Stefanie Ullmann, Research Associate with the Giving Voice to Digital Democracies research project, reports on the workshop ‘Understanding and automating counterspeech’, held in September 2021.

Hateful speech and misinformation continue to plague online discourse and communication. In a few countries, such as Germany and South Africa, official hate speech laws have been implemented, while others, like the United Kingdom, released white papers calling for regulation and independent watchdogs. Meanwhile, social media companies still follow the same reactionary approach to combating hateful speech and misinformation on their platforms. Once reported, content is moderated and, if it truly violates the company’s guidelines, taken down and the user may be blocked. Naturally, this method has evoked criticism from libertarian voices who fear that one of our most basic human rights, i.e. freedom of speech, is at stake. It is thus not surprising that, in recent years, a Counterspeech approach has attracted the attention of researchers and experts from a great variety of different professional and academic fields.

While most likely having existed for much longer, the concept of Counterspeech can officially be traced back to the 1920s and former lawyer and Associate Justice of the Supreme Court of the United States, Louis D. Brandeis, who famously proclaimed, “If there be time to expose through discussion, the falsehoods and fallacies, to avert the evil by the processes of education, the remedy to be applied is more speech, not enforced silence.” More recently, the Dangerous Speech Project has defined Counterspeech as “any direct response to hateful or harmful speech which seeks to undermine it.” Research into the real-life application of Counterspeech on social media is still in its infancy but initial results are promising. Studies suggest that Counterspeech can be successful particularly in one-to-one conversations and it has positive effects on bystanders and silent followers of the discussion, decreasing the likeliness of others resorting to harmful language. An increasing number of studies on Counterspeech in recent years demonstrate great interest in the topic in a variety of different fields. Therefore, we decided this would be a perfect time to host an interdisciplinary event on the subject on Wednesday, 29 of September 2021. The workshop took place online and was split into four sessions.

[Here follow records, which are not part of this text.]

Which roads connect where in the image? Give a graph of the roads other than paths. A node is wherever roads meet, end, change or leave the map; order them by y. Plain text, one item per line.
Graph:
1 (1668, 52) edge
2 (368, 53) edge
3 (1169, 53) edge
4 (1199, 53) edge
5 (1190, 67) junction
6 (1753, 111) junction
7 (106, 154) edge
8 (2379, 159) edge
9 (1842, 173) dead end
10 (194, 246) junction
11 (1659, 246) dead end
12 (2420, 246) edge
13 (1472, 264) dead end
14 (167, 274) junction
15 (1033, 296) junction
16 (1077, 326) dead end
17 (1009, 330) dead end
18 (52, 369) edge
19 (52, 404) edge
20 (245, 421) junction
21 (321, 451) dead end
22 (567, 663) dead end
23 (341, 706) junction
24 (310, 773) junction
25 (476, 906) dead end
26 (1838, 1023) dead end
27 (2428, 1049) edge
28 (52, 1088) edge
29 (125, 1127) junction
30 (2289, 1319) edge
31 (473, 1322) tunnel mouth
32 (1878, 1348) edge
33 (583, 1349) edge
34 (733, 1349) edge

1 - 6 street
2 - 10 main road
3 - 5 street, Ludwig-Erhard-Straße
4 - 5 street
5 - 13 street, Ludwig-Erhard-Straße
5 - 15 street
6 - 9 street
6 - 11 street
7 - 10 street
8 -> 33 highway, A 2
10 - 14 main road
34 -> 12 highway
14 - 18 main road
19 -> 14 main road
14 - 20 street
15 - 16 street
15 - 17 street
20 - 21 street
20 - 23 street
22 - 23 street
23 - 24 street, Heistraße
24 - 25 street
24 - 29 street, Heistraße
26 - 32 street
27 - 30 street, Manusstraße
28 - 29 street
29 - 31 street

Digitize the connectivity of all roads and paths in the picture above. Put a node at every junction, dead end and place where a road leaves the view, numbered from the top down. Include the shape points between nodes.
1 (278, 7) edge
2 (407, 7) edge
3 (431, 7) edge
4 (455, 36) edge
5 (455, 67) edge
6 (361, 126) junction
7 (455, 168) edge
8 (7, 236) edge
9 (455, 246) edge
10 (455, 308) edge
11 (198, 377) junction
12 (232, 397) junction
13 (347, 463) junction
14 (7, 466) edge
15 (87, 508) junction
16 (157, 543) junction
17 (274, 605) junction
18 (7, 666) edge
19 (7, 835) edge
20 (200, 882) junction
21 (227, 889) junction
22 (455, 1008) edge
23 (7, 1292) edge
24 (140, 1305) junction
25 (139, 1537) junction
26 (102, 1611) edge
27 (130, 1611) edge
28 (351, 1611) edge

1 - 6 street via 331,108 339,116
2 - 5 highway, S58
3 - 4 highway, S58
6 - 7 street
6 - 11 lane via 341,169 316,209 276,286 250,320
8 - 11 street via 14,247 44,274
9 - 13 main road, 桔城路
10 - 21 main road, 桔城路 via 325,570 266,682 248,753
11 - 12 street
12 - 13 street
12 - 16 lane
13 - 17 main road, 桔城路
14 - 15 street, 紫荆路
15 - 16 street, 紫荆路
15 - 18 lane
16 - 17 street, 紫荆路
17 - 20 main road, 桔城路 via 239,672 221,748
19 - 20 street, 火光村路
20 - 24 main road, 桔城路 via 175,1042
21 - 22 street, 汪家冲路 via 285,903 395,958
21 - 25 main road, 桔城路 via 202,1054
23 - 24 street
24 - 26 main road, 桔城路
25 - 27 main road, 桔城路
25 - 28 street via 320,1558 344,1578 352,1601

The first session looked at Counterspeech from both sociological and practical perspectives. The expert panel for this session consisted of Amalia Álvarez-Benjumea (Max Planck Institute for Research on Collective Goods), Erin Saltman (Global Internet Forum to Counter Terrorism) and Sina Laubenstein (No Hate Speech Movement Germany). In her research, Álvarez-Benjumea has investigated the production of hateful speech and the role of social norms under controlled conditions (Álvarez-Benjumea & Winter 2018). Her findings show, for instance, that “[o]bserving counterspeech from previous users encourages new participants to speak against hate speech” in an online setting. She concludes that “hate speech propagates because it is regulated by social norms, not despite them.” Based on her experience of working at Facebook and her current role as Director of Programming at the GIFCT, Saltman shared with us her key methodological and best practice strategies for combating online extremism and hatred (Saltman, Kooti & Vockery 2021). She addressed the important distinctions between behaviour and sentiment, i.e. changing someone else’s behaviour online versus actually changing someone’s mind as well as strategy types, i.e. prevention content versus strategic counter content. Practitioners and activists should first think about who they want to reach and then decide on the best strategy for their audience. Finally, Laubenstein shared with us further valuable insights into her work as a practitioner and activist countering online hate speech. In addition to knowing one’s audience, she pointed out the importance of considering one’s goal first. As a counter speaker, is the goal to change someone’s mind and to convince them of another opinion? Or is the goal to demonstrate disagreement to the wider audience as well as support for the victim? The work of a counterspeaker is laborious and it requires patience and determination and continuing one-on-one conversations to be successful in conveying the message.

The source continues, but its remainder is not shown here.